## WHAT YOU WILL DO
Each line below needs to be duplicated without alteration.

*****

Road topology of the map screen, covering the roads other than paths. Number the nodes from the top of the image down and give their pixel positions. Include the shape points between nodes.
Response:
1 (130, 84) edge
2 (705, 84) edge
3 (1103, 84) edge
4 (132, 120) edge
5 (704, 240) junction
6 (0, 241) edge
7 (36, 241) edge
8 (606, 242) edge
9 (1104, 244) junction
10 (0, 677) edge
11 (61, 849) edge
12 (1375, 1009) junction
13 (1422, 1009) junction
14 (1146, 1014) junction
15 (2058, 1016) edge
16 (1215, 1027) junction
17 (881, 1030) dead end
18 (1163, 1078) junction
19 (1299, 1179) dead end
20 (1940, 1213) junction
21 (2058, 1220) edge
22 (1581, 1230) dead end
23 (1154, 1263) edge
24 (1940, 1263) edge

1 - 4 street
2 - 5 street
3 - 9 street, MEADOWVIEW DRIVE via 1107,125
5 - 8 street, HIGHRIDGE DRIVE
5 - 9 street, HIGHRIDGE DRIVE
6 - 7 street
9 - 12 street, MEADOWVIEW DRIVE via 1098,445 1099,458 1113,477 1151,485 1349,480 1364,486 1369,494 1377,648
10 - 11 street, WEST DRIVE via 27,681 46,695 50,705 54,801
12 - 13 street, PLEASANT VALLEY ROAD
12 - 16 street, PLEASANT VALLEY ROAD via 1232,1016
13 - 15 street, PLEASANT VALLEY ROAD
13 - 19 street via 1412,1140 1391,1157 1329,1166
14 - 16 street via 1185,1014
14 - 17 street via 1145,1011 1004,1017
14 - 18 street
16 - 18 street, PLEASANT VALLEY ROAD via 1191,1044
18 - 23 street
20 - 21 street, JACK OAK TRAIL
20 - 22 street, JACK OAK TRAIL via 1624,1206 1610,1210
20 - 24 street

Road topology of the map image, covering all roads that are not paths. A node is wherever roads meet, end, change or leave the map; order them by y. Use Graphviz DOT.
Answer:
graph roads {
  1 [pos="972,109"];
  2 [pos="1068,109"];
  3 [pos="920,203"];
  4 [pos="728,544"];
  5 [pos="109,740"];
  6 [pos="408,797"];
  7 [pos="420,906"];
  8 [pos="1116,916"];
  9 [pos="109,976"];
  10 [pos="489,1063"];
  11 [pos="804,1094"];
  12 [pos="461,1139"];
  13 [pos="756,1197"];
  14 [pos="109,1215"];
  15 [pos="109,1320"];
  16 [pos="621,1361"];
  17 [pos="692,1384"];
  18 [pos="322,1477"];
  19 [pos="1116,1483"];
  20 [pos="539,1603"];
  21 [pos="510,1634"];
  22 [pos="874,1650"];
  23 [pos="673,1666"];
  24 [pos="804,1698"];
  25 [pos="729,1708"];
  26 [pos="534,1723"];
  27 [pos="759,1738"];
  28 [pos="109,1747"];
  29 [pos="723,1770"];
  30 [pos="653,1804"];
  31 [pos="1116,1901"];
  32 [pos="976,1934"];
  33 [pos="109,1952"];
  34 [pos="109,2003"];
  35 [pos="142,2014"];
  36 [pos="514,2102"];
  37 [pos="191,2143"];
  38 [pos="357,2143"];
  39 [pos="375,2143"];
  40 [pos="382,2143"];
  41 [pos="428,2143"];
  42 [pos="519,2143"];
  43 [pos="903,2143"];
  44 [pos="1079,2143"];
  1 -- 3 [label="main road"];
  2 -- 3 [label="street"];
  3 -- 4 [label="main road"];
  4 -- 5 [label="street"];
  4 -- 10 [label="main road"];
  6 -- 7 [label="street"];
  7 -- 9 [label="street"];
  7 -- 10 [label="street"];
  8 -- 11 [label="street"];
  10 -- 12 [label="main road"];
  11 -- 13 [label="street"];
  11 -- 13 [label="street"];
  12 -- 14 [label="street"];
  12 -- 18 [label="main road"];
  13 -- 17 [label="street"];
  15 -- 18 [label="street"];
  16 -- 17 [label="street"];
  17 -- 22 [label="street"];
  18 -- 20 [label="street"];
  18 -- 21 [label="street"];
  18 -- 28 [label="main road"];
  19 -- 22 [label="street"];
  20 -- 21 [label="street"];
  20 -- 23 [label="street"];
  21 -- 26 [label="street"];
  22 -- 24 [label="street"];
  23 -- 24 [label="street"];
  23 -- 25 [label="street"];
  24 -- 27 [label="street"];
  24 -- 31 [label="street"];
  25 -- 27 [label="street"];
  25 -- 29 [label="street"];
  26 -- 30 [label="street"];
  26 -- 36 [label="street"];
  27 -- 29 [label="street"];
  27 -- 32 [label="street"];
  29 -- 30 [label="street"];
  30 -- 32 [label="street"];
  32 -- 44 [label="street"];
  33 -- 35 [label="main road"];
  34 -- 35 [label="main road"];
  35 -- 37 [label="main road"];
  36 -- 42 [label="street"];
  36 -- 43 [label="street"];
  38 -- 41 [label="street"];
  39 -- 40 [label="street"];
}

*****

## ANSWER SECTION
Road topology of the map screen, covering the roads other than paths. Number the nodes from the top of the image down and give their pixel positions. Include the shape points between nodes.
Response:
1 (130, 84) edge
2 (705, 84) edge
3 (1103, 84) edge
4 (132, 120) edge
5 (704, 240) junction
6 (0, 241) edge
7 (36, 241) edge
8 (606, 242) edge
9 (1104, 244) junction
10 (0, 677) edge
11 (61, 849) edge
12 (1375, 1009) junction
13 (1422, 1009) junction
14 (1146, 1014) junction
15 (2058, 1016) edge
16 (1215, 1027) junction
17 (881, 1030) dead end
18 (1163, 1078) junction
19 (1299, 1179) dead end
20 (1940, 1213) junction
21 (2058, 1220) edge
22 (1581, 1230) dead end
23 (1154, 1263) edge
24 (1940, 1263) edge

1 - 4 street
2 - 5 street
3 - 9 street, MEADOWVIEW DRIVE via 1107,125
5 - 8 street, HIGHRIDGE DRIVE
5 - 9 street, HIGHRIDGE DRIVE
6 - 7 street
9 - 12 street, MEADOWVIEW DRIVE via 1098,445 1099,458 1113,477 1151,485 1349,480 1364,486 1369,494 1377,648
10 - 11 street, WEST DRIVE via 27,681 46,695 50,705 54,801
12 - 13 street, PLEASANT VALLEY ROAD
12 - 16 street, PLEASANT VALLEY ROAD via 1232,1016
13 - 15 street, PLEASANT VALLEY ROAD
13 - 19 street via 1412,1140 1391,1157 1329,1166
14 - 16 street via 1185,1014
14 - 17 street via 1145,1011 1004,1017
14 - 18 street
16 - 18 street, PLEASANT VALLEY ROAD via 1191,1044
18 - 23 street
20 - 21 street, JACK OAK TRAIL
20 - 22 street, JACK OAK TRAIL via 1624,1206 1610,1210
20 - 24 street

Road topology of the map image, covering all roads that are not paths. A node is wherever roads meet, end, change or leave the map; order them by y. Use Graphviz DOT.
Answer:
graph roads {
  1 [pos="972,109"];
  2 [pos="1068,109"];
  3 [pos="920,203"];
  4 [pos="728,544"];
  5 [pos="109,740"];
  6 [pos="408,797"];
  7 [pos="420,906"];
  8 [pos="1116,916"];
  9 [pos="109,976"];
  10 [pos="489,1063"];
  11 [pos="804,1094"];
  12 [pos="461,1139"];
  13 [pos="756,1197"];
  14 [pos="109,1215"];
  15 [pos="109,1320"];
  16 [pos="621,1361"];
  17 [pos="692,1384"];
  18 [pos="322,1477"];
  19 [pos="1116,1483"];
  20 [pos="539,1603"];
  21 [pos="510,1634"];
  22 [pos="874,1650"];
  23 [pos="673,1666"];
  24 [pos="804,1698"];
  25 [pos="729,1708"];
  26 [pos="534,1723"];
  27 [pos="759,1738"];
  28 [pos="109,1747"];
  29 [pos="723,1770"];
  30 [pos="653,1804"];
  31 [pos="1116,1901"];
  32 [pos="976,1934"];
  33 [pos="109,1952"];
  34 [pos="109,2003"];
  35 [pos="142,2014"];
  36 [pos="514,2102"];
  37 [pos="191,2143"];
  38 [pos="357,2143"];
  39 [pos="375,2143"];
  40 [pos="382,2143"];
  41 [pos="428,2143"];
  42 [pos="519,2143"];
  43 [pos="903,2143"];
  44 [pos="1079,2143"];
  1 -- 3 [label="main road"];
  2 -- 3 [label="street"];
  3 -- 4 [label="main road"];
  4 -- 5 [label="street"];
  4 -- 10 [label="main road"];
  6 -- 7 [label="street"];
  7 -- 9 [label="street"];
  7 -- 10 [label="street"];
  8 -- 11 [label="street"];
  10 -- 12 [label="main road"];
  11 -- 13 [label="street"];
  11 -- 13 [label="street"];
  12 -- 14 [label="street"];
  12 -- 18 [label="main road"];
  13 -- 17 [label="street"];
  15 -- 18 [label="street"];
  16 -- 17 [label="street"];
  17 -- 22 [label="street"];
  18 -- 20 [label="street"];
  18 -- 21 [label="street"];
  18 -- 28 [label="main road"];
  19 -- 22 [label="street"];
  20 -- 21 [label="street"];
  20 -- 23 [label="street"];
  21 -- 26 [label="street"];
  22 -- 24 [label="street"];
  23 -- 24 [label="street"];
  23 -- 25 [label="street"];
  24 -- 27 [label="street"];
  24 -- 31 [label="street"];
  25 -- 27 [label="street"];
  25 -- 29 [label="street"];
  26 -- 30 [label="street"];
  26 -- 36 [label="street"];
  27 -- 29 [label="street"];
  27 -- 32 [label="street"];
  29 -- 30 [label="street"];
  30 -- 32 [label="street"];
  32 -- 44 [label="street"];
  33 -- 35 [label="main road"];
  34 -- 35 [label="main road"];
  35 -- 37 [label="main road"];
  36 -- 42 [label="street"];
  36 -- 43 [label="street"];
  38 -- 41 [label="street"];
  39 -- 40 [label="street"];
}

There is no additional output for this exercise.